Entrepreneurship! We often go through this word these days. But what is it exactly? Entrepreneurship is a business ownership tied with financial risk and anticipation of profits or losses. Sounds fun? May be not exactly fun, since one needs to bear a lot of responsibilities as an entrepreneur. Yet, why is entrepreneurship increasing in various parts of the world, especially among youth? After all, it isn’t easy. One does not simply dream up a business idea today and start up the very next day. So why so many youths are being attracted to this?

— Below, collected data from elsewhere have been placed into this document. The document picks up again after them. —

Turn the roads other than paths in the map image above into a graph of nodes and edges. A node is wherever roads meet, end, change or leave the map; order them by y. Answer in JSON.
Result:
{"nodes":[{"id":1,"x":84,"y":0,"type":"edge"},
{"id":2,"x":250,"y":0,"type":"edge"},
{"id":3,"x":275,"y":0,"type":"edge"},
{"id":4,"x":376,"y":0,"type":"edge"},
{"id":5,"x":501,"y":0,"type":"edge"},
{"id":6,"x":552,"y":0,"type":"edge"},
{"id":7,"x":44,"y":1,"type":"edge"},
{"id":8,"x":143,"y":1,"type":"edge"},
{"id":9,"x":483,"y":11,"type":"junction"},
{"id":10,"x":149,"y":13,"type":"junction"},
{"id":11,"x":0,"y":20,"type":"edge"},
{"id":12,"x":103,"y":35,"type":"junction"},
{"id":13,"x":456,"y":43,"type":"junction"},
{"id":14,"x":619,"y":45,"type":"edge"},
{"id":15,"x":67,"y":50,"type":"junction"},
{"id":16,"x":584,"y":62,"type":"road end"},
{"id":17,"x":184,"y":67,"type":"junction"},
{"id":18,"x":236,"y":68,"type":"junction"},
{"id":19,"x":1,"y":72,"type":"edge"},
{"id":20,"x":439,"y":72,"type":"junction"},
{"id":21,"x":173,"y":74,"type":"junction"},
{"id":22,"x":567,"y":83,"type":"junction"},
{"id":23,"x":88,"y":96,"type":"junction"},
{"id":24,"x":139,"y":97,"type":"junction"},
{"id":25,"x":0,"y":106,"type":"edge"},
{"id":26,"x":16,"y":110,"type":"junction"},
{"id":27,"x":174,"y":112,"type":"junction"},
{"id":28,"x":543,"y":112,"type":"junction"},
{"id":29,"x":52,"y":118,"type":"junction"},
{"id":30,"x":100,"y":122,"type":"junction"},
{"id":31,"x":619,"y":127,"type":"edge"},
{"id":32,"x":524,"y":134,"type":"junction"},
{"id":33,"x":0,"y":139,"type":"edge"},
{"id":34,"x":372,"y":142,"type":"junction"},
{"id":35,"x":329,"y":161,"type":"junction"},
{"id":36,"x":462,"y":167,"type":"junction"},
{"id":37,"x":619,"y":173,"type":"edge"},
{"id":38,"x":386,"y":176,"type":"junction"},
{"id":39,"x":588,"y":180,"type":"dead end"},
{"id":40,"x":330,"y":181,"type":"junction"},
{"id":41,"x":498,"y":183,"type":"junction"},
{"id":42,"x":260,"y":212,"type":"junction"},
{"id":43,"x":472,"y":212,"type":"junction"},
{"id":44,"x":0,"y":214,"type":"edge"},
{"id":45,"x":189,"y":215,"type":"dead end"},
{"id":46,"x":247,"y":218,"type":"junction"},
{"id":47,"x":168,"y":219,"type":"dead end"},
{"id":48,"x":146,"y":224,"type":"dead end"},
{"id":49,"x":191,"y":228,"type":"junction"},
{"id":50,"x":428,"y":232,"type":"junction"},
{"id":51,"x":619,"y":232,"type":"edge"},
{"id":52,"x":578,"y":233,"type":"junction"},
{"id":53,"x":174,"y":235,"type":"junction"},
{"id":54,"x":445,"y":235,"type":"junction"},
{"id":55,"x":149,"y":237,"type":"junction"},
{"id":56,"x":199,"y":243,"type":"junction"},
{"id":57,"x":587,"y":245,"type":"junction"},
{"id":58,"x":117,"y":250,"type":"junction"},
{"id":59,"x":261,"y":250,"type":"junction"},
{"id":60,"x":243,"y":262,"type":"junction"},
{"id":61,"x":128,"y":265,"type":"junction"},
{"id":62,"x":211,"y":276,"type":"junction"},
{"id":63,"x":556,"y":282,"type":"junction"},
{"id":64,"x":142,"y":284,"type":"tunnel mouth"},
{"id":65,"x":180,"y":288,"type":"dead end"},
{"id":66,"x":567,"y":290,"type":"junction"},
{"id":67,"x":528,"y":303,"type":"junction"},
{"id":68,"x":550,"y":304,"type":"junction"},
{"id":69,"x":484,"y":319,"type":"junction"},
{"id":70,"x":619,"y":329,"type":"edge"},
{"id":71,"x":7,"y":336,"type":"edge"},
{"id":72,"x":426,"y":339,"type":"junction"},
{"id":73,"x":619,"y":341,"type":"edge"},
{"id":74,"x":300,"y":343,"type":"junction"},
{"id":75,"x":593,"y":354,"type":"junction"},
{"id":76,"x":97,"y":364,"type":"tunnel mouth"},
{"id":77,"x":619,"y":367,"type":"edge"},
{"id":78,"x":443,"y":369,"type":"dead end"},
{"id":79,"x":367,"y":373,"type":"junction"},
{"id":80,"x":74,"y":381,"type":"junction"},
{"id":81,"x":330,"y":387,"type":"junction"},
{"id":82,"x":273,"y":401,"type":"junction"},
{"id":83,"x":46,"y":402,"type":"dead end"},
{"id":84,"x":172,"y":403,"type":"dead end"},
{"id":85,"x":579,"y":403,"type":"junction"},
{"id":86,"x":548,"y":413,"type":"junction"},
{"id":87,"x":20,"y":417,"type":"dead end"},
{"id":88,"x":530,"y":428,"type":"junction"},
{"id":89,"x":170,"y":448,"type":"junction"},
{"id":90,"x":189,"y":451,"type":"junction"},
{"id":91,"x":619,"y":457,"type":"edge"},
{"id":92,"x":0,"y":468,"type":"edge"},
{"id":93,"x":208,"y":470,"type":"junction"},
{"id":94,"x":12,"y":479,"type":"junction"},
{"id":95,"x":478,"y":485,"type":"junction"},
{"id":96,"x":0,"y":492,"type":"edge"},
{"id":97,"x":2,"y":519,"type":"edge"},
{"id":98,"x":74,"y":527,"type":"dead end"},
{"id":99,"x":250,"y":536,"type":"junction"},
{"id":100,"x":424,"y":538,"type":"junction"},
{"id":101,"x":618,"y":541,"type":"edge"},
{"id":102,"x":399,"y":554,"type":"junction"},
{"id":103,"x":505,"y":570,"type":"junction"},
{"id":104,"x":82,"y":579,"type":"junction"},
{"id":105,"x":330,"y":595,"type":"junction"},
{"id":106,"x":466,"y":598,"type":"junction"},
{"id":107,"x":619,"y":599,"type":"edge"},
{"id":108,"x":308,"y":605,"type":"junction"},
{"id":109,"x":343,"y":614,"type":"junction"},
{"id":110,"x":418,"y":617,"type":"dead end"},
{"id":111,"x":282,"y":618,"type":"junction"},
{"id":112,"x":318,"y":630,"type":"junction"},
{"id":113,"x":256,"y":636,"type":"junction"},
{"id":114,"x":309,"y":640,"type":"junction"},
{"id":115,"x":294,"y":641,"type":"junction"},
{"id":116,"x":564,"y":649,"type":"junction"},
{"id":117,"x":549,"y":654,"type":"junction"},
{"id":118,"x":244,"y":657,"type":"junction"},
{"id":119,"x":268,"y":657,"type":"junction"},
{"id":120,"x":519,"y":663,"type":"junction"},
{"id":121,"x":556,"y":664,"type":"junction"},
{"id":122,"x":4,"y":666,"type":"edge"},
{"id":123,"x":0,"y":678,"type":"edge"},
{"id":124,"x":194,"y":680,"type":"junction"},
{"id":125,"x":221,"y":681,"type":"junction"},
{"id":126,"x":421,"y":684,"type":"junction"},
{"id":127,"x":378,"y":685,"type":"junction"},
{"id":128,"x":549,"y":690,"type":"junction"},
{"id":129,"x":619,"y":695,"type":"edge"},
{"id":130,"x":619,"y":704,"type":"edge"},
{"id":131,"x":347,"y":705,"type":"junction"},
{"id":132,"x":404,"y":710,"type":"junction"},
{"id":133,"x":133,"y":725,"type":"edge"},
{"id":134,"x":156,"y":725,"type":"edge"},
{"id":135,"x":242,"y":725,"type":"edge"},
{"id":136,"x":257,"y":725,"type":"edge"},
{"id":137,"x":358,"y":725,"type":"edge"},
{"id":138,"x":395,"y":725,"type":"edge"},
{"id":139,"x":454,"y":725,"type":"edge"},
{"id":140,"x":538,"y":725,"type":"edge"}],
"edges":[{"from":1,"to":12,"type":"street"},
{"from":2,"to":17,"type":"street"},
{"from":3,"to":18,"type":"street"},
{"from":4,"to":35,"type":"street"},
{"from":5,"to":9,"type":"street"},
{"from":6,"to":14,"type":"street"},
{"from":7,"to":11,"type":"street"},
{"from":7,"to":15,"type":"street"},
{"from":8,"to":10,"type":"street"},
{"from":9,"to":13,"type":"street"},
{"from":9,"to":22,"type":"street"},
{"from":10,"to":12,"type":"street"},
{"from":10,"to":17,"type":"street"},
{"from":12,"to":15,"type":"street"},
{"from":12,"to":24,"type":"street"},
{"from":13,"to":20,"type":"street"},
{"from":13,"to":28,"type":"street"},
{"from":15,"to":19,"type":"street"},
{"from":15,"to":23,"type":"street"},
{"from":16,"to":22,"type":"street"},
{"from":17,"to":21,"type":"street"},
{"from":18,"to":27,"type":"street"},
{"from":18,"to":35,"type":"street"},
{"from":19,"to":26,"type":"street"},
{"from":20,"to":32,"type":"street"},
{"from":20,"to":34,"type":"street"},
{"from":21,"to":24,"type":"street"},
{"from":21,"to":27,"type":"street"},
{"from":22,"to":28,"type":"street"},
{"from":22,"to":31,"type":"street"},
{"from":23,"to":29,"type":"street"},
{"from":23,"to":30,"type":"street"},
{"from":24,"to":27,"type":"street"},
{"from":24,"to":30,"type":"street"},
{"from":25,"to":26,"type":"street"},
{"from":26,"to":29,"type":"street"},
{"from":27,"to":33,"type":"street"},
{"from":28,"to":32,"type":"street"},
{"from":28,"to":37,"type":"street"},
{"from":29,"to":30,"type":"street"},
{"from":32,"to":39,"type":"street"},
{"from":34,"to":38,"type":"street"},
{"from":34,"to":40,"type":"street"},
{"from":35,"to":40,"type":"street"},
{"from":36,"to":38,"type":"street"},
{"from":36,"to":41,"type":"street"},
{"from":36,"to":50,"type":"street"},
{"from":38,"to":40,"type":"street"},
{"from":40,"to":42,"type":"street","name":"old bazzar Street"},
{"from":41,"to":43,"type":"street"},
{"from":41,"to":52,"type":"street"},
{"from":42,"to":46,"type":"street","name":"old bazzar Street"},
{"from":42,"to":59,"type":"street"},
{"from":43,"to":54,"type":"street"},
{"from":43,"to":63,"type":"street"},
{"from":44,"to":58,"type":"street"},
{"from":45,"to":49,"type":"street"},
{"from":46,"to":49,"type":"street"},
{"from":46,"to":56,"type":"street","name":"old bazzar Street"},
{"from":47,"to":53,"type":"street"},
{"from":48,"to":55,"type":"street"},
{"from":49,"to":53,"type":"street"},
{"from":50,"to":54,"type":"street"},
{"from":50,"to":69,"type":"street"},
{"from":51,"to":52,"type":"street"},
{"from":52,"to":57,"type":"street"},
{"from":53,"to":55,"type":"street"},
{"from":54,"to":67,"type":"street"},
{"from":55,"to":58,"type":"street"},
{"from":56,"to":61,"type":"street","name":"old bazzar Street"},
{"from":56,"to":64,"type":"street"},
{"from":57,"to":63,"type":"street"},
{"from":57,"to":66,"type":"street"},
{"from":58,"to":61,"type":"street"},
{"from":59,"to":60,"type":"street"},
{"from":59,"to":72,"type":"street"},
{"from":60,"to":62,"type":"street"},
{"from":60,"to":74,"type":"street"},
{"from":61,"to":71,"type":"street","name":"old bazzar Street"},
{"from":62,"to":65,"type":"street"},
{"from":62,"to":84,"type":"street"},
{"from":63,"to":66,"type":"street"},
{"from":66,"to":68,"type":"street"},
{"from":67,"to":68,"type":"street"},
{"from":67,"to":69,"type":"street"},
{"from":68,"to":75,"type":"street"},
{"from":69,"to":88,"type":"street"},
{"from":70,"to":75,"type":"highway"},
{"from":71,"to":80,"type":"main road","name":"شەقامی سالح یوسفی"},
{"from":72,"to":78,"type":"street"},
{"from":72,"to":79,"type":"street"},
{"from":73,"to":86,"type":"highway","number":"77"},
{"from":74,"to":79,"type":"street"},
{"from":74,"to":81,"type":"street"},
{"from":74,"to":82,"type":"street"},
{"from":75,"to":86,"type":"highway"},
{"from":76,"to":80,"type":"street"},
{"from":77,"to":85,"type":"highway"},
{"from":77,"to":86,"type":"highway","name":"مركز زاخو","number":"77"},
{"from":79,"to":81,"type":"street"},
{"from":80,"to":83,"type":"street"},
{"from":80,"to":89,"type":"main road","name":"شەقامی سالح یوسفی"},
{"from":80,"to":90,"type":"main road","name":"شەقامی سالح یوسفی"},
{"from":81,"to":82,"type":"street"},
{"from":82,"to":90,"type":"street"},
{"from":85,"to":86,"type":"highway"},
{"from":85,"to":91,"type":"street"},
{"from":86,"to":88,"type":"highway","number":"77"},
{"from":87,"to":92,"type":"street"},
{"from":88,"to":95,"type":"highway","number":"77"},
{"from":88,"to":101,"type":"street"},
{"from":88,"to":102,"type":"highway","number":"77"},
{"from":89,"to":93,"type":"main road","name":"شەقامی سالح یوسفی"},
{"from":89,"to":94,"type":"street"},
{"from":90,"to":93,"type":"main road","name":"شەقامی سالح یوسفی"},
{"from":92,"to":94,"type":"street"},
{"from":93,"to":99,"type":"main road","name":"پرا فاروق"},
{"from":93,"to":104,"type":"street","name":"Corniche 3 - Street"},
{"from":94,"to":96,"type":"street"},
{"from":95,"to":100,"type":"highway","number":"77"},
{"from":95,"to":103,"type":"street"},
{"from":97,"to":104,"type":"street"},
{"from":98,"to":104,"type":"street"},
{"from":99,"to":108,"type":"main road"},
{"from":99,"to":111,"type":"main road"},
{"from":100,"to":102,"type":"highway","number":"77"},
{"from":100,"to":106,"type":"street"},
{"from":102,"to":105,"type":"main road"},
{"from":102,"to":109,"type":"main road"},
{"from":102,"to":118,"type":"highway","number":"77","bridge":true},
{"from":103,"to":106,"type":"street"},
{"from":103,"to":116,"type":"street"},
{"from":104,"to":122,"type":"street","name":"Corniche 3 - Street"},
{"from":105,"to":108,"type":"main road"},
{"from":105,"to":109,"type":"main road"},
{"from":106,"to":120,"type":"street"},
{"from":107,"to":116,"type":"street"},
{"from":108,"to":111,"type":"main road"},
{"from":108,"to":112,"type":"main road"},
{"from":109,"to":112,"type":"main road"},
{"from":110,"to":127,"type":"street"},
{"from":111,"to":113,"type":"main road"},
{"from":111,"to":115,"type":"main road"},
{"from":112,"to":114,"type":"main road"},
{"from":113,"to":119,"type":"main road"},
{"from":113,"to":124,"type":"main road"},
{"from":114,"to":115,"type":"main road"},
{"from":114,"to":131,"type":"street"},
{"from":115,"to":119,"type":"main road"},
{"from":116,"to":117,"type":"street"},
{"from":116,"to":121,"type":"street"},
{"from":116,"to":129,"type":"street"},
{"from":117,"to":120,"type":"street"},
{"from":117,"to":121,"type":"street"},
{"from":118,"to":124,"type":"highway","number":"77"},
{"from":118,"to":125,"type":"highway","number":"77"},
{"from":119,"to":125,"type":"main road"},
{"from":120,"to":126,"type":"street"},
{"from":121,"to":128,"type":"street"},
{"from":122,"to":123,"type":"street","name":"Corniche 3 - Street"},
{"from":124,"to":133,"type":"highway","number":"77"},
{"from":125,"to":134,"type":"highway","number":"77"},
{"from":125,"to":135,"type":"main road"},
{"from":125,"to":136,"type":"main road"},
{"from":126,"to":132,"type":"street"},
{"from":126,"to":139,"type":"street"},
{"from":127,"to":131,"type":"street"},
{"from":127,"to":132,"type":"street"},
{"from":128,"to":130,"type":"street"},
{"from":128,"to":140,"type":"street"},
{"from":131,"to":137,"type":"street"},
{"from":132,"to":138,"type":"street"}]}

Hans-Peter Siefen is a 33-year-old who held his last salaried job in his teens. Currently, he is a co-founder of the Nordic Business Forum (NBF) which is an annual business seminar that invites the world’s leading business people and thinkers to the Nordics. Initially, entrepreneurs and innovators were lacking in the Nordic Islands. Owing to the high level of ambitious youth leaving the Islands for higher education and not being replaced at the same rate, this was becoming a general issue, and thus, creating challenges to society. To remedy this, entrepreneurial teachings and education strategies were developed and mapped out in schools to help young people obtain the entrepreneurial skills required to start their own businesses. This one-year pilot project began in November 2015 with the following participating Nordic Islands: Bornholm – Denmark, Andøya – Norway, Gotland – Sweden, Pargas – Finland, Iceland, Greenland, The Faroe Islands, Åland.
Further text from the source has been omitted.